The mother of Tetsuya Yamagami, the suspect in the shooting death of former Prime Minister Shinzo Abe, likely donated a total of ¥100 million to the religious group commonly known as the Unification Church, according to investigative sources.

“I resented the group because my mother went bankrupt,” Yamagami, 41, was quoted as telling the Nara prefectural police after his arrest Friday, the day Abe was shot while giving a stump speech in Nara City. “I had tried to attack the religious group’s leadership with Molotov cocktails.”

The religious group was founded in South Korea in 1954 by the Rev. Sun Myung Moon as the Holy Spirit Association for the Unification of World Christianity. Moon and his wife, Hak Ja Han Moon, served as the leaders. The reverend died in 2012.

The group is now called the Family Federation for World Peace and Unification, the name the Japan branch has used since 2015. The Japan branch told The Yomiuri Shimbun that it was not appropriate for the group to announce how much Yamagami’s mother donated.

According to the sources, Yamagami’s mother joined the religious group around 1998 and in June 1999 she sold the land she inherited from her grandfather and the house in Nara where she lived with her three children. She was declared bankrupt in 2002.

“She was absorbed in the religious group’s activities and sold the family land without any notice,” Yamagami was quoted as saying to the police. “My family life was messed up, so I believed I had to make sure I punished the group.

“When one of the leaders of the group came to Japan from South Korea, I took Molotov cocktails to the venue, but I couldn’t enter, so I couldn’t execute my attack.”

According to the religious group, Mrs.
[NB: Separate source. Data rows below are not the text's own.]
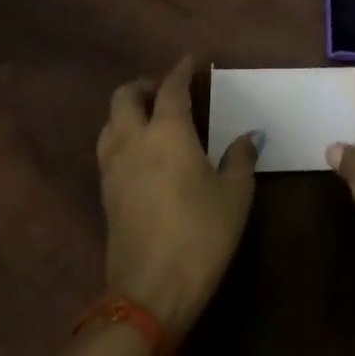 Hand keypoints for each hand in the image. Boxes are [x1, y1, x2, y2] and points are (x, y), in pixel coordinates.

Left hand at [96, 56, 260, 341]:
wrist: (149, 294)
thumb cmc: (200, 235)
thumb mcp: (234, 196)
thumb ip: (240, 159)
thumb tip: (248, 137)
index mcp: (167, 132)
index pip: (172, 87)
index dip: (182, 70)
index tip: (192, 61)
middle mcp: (134, 140)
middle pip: (125, 96)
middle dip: (145, 85)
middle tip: (168, 90)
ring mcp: (113, 168)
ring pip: (111, 122)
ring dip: (128, 110)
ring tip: (153, 118)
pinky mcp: (106, 195)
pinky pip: (109, 148)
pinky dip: (123, 136)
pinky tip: (143, 152) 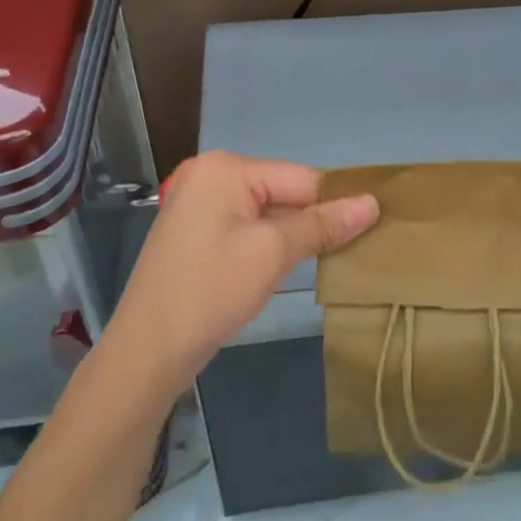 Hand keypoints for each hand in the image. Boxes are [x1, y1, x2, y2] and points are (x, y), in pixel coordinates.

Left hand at [97, 151, 379, 403]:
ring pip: (268, 210)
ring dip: (294, 233)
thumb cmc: (211, 292)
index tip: (372, 229)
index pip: (302, 177)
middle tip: (350, 250)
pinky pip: (247, 225)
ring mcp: (199, 202)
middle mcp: (210, 174)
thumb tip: (373, 203)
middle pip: (285, 190)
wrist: (147, 352)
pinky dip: (270, 242)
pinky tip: (285, 264)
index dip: (336, 204)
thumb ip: (323, 224)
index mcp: (226, 168)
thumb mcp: (273, 254)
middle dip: (313, 220)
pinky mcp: (196, 230)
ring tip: (326, 258) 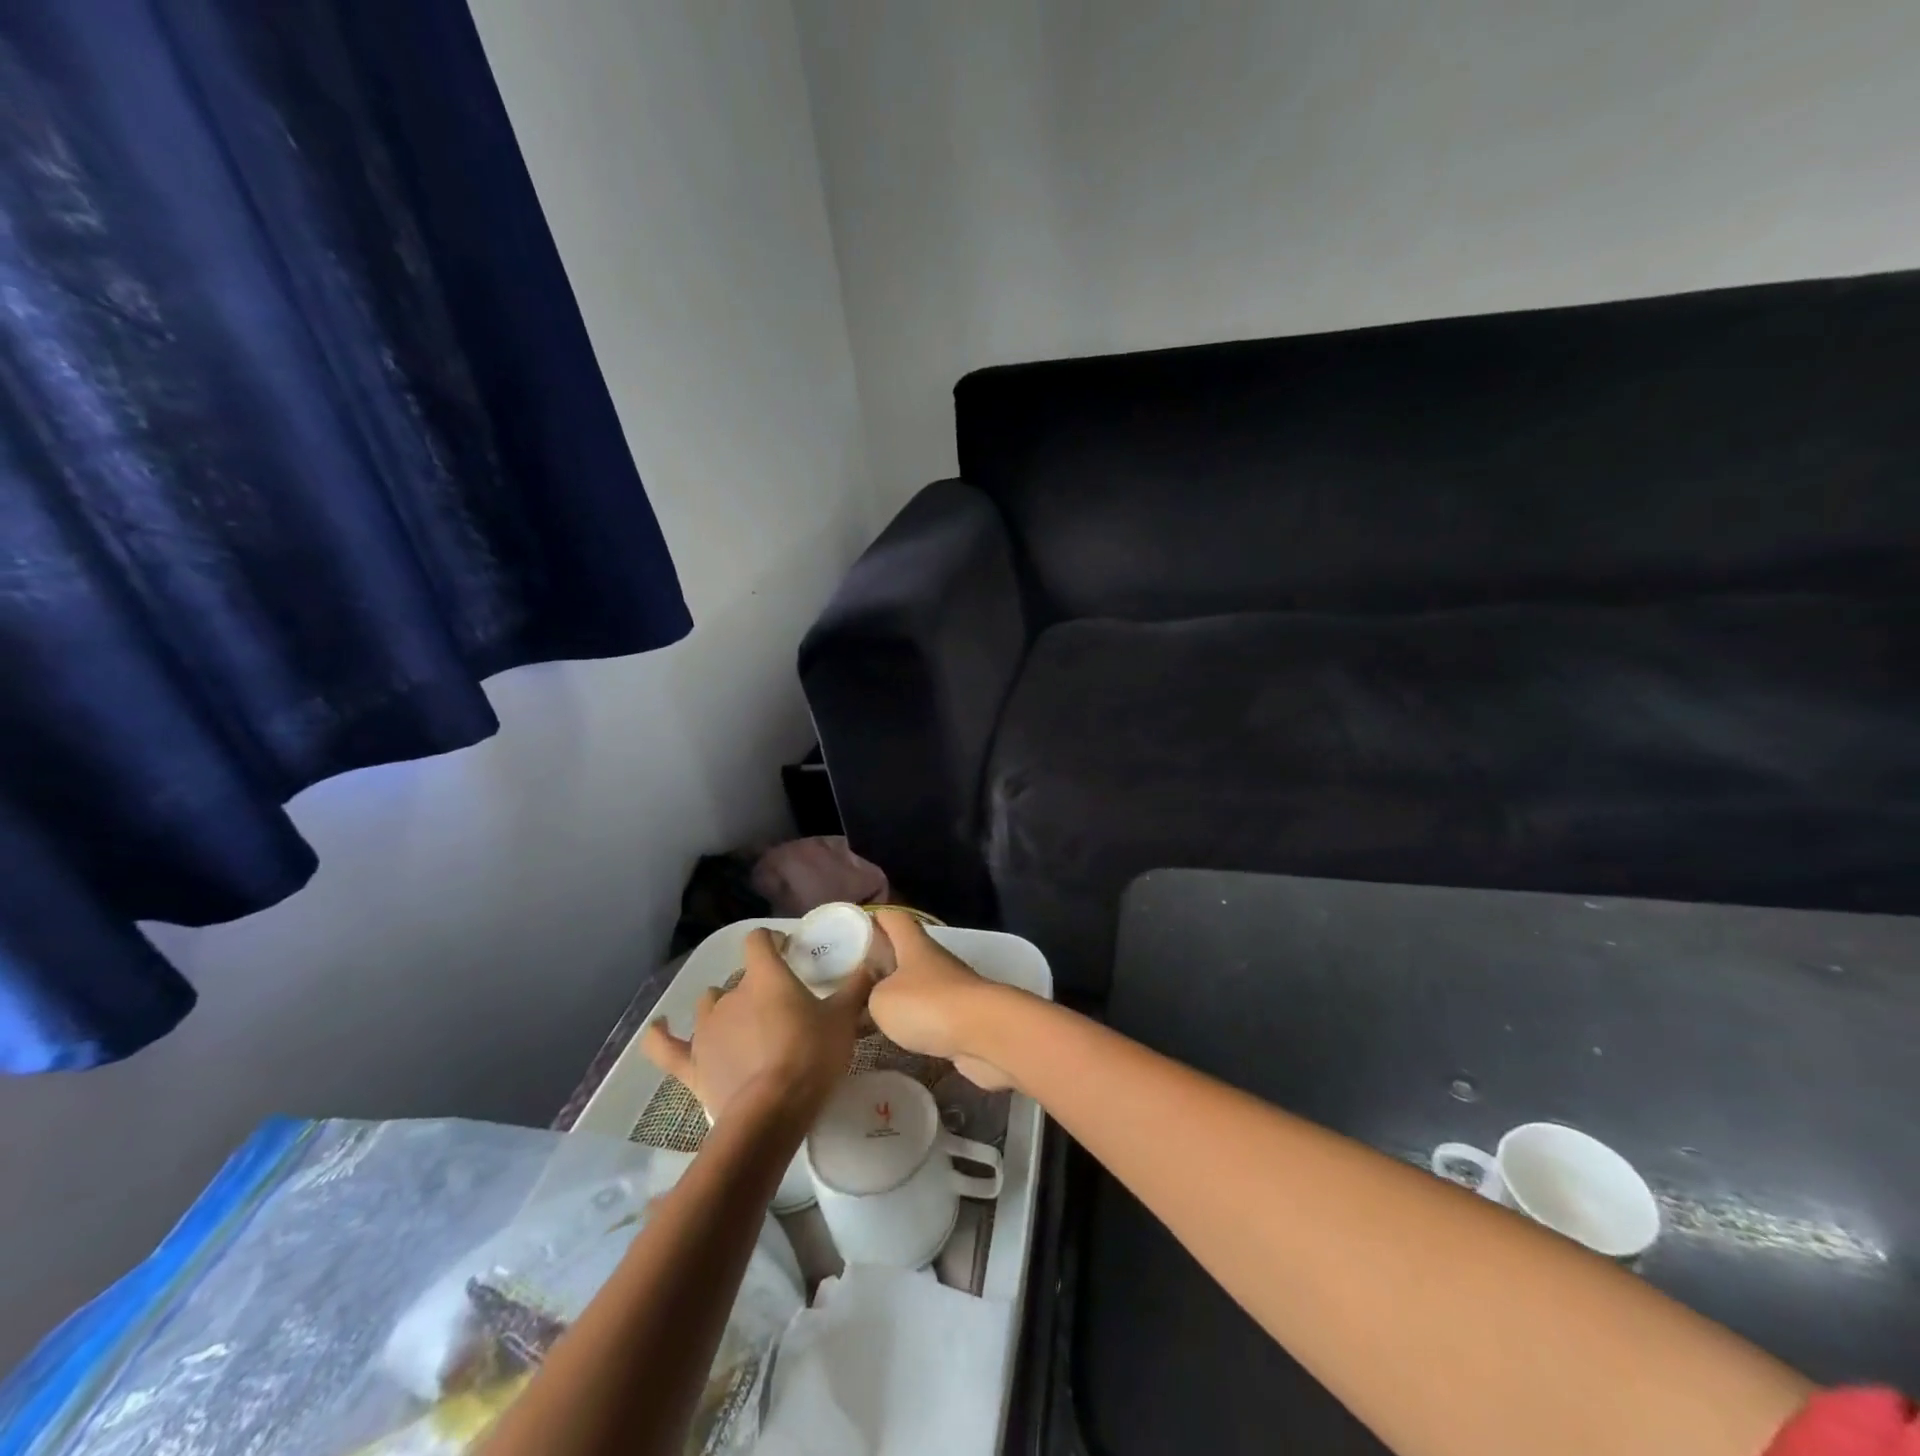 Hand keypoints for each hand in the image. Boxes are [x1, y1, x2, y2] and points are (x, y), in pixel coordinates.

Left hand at [641, 928, 872, 1122]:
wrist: (771, 1112)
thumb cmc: (811, 1057)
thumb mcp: (843, 1020)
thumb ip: (856, 987)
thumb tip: (872, 964)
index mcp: (765, 977)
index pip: (759, 941)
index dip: (773, 940)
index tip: (788, 950)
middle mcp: (730, 995)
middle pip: (740, 978)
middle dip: (756, 986)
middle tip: (780, 1006)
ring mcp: (705, 1030)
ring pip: (709, 1005)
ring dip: (723, 1009)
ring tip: (744, 1024)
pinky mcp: (690, 1064)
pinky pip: (665, 1046)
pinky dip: (660, 1035)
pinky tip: (658, 1028)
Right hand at [869, 910, 1015, 1089]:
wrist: (985, 1034)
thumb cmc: (928, 1005)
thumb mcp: (881, 1000)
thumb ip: (871, 994)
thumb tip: (875, 996)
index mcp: (914, 944)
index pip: (893, 918)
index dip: (874, 918)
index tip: (852, 927)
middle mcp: (934, 960)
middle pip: (905, 952)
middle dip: (881, 962)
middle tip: (851, 979)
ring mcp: (952, 988)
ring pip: (917, 984)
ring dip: (898, 995)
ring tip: (867, 1013)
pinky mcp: (962, 1016)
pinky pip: (930, 1013)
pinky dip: (914, 1022)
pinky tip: (896, 1037) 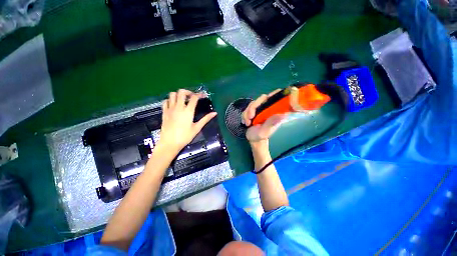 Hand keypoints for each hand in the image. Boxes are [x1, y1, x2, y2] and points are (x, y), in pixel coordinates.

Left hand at [158, 89, 216, 154]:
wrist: (169, 143)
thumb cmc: (185, 136)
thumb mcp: (197, 128)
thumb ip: (206, 119)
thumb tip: (215, 113)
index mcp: (188, 111)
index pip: (194, 98)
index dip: (199, 94)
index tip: (203, 95)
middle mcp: (178, 107)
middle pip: (182, 92)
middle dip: (188, 92)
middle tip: (192, 97)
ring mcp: (170, 109)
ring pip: (172, 94)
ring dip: (179, 95)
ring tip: (183, 100)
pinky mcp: (164, 112)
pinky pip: (166, 101)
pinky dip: (170, 100)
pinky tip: (174, 105)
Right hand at [242, 89, 285, 145]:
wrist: (253, 139)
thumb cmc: (261, 136)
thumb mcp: (266, 131)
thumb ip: (272, 123)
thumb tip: (284, 115)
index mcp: (273, 111)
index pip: (276, 98)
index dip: (274, 94)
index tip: (267, 98)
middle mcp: (267, 108)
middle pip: (261, 99)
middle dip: (252, 108)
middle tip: (250, 117)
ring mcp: (259, 109)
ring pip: (252, 104)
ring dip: (247, 113)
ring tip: (247, 123)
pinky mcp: (252, 111)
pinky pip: (246, 109)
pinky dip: (244, 115)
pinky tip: (245, 122) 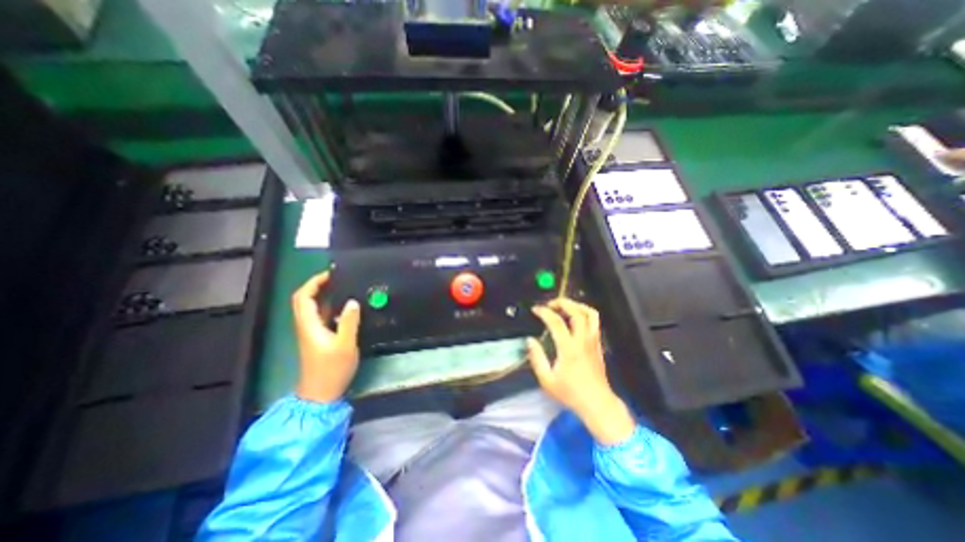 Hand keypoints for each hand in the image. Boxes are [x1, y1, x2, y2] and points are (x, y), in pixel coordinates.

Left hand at [289, 271, 361, 402]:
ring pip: (312, 307)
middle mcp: (307, 325)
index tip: (331, 274)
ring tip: (344, 287)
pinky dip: (329, 306)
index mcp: (309, 325)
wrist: (321, 393)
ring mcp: (312, 332)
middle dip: (317, 285)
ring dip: (323, 294)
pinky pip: (321, 315)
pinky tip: (345, 306)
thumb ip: (349, 322)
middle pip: (304, 300)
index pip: (303, 297)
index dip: (314, 282)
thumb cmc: (332, 369)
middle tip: (337, 278)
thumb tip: (352, 301)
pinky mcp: (319, 337)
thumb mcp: (345, 345)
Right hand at [524, 300, 638, 444]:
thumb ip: (537, 358)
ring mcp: (593, 341)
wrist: (597, 404)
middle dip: (562, 302)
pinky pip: (594, 322)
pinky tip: (575, 317)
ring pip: (590, 314)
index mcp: (569, 348)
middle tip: (550, 304)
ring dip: (577, 305)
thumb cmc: (570, 393)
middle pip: (577, 312)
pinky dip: (584, 313)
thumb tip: (530, 340)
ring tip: (565, 306)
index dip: (544, 312)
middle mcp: (583, 340)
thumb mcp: (547, 380)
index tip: (535, 309)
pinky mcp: (598, 344)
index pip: (556, 322)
Moon came to Japan in 2019 for a rally in Aichi Prefecture.

As the COVID-19 pandemic has been spreading around the world since 2020, Yamagami told the police that with overseas travel being halted, it had been difficult to get close to the religious group’s leadership.

Written in a notebook seized by the prefectural police from Yamagami’s home were the grudges he held against the religious group, the police said.

Yamagami told the police that he saw online the video message Abe sent to a rally held in September last year by a nongovernmental organization founded by the Rev. Moon.

“I believed Abe had ties to the religious group,” Yamagami said, according to the police. “I was convinced that I had to kill him at any cost.”

Tomihiro Tanaka, president of the group’s Japan branch, denied at a press conference he held Monday that the religious group had any direct ties to the former prime minister, saying Abe “had never been a member nor an adviser.”